### Task to complete
Look through the data below and extract, unchanged, the lines from the one that contains "middle pip: (424, 306)" to the one that contains "index mcp: (536, 419)", both included.
Information shown Block Start
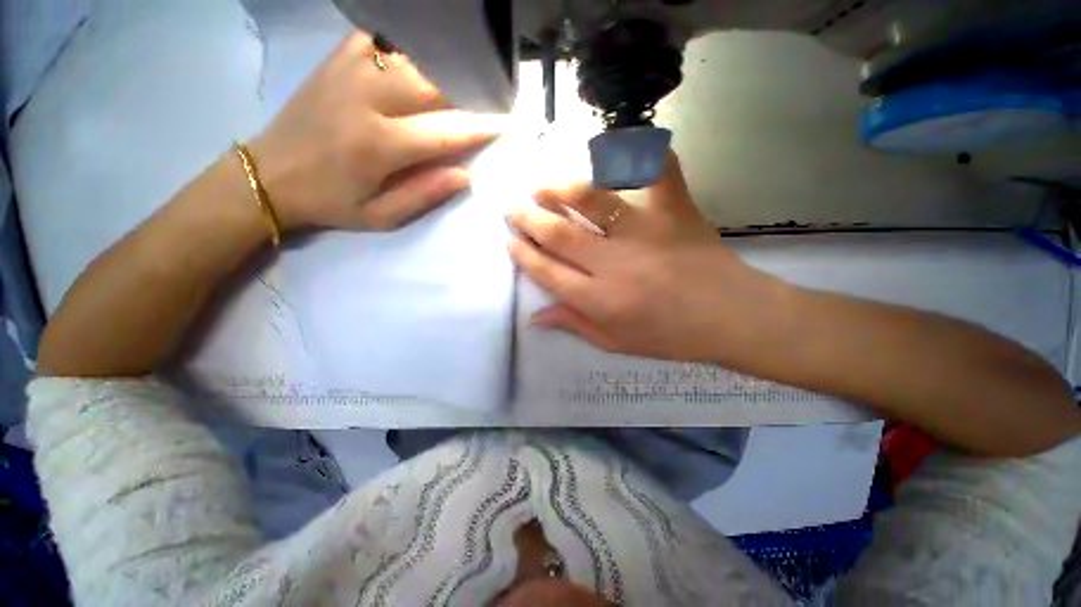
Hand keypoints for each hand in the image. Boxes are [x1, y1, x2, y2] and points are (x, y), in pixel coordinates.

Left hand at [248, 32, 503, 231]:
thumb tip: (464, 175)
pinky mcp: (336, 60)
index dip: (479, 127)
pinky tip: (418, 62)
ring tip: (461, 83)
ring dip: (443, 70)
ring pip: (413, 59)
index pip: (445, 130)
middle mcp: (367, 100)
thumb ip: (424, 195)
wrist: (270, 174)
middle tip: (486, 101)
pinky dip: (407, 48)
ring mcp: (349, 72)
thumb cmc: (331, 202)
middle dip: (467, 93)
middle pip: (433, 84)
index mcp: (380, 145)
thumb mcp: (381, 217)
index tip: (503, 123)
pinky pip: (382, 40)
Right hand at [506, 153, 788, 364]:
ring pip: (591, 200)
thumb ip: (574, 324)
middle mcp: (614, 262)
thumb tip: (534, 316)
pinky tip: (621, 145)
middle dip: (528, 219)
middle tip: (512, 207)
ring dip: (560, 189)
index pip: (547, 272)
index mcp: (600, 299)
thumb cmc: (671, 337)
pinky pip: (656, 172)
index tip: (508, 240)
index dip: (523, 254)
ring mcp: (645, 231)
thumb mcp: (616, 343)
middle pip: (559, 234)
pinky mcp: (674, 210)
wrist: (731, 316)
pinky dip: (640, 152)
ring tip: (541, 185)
Information shown Block End
Information shown Block Start
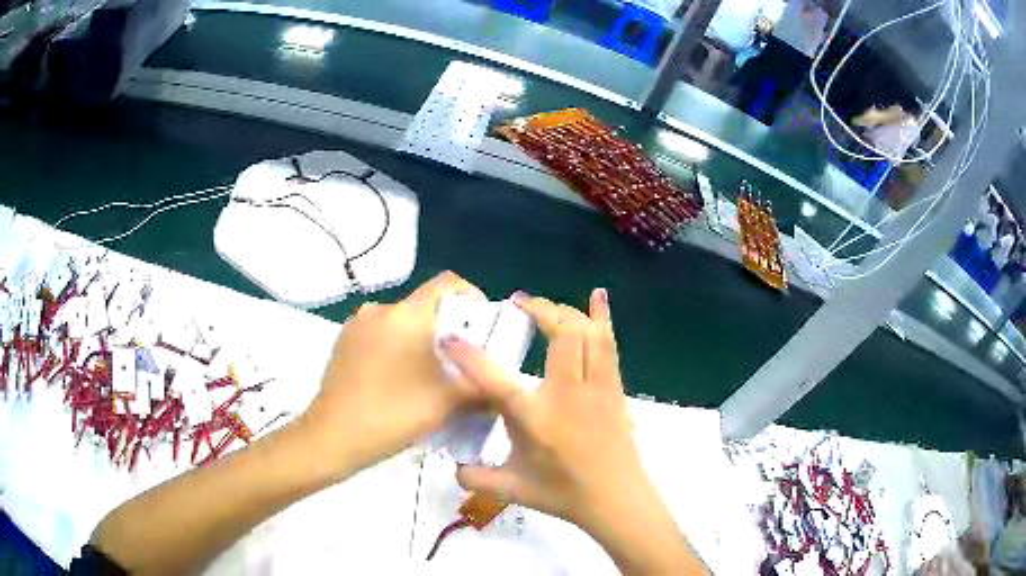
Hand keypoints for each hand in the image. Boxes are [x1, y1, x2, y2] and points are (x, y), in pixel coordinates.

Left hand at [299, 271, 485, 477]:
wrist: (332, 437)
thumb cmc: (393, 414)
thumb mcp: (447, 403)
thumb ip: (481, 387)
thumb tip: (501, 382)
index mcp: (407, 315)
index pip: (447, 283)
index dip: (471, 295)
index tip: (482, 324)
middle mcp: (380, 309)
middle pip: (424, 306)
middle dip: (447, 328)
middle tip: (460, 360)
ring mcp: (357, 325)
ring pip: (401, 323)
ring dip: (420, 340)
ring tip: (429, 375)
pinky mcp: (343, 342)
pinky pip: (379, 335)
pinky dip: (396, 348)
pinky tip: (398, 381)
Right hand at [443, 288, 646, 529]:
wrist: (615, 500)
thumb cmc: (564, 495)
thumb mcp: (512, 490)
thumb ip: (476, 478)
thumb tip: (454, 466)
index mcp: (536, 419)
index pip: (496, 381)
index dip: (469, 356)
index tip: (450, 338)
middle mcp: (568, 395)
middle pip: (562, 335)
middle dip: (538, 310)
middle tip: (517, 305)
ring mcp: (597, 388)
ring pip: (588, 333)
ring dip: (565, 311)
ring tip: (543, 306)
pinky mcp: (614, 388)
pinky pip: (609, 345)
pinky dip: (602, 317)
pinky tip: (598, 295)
Information shown Block End
### Exercise output
middle pip: (424, 306)
middle dip: (447, 328)
middle tip: (460, 360)
ring mcp: (357, 325)
ring pip: (401, 323)
ring dip: (420, 340)
ring tip: (429, 375)
pinky mcp: (343, 342)
pinky pip: (379, 335)
pinky dip: (396, 348)
pinky tip: (398, 381)
Right hand at [443, 288, 646, 529]:
wrist: (615, 500)
thumb cmc: (564, 495)
thumb mcp: (512, 490)
thumb ip: (476, 478)
thumb tip: (454, 466)
index mcp: (536, 419)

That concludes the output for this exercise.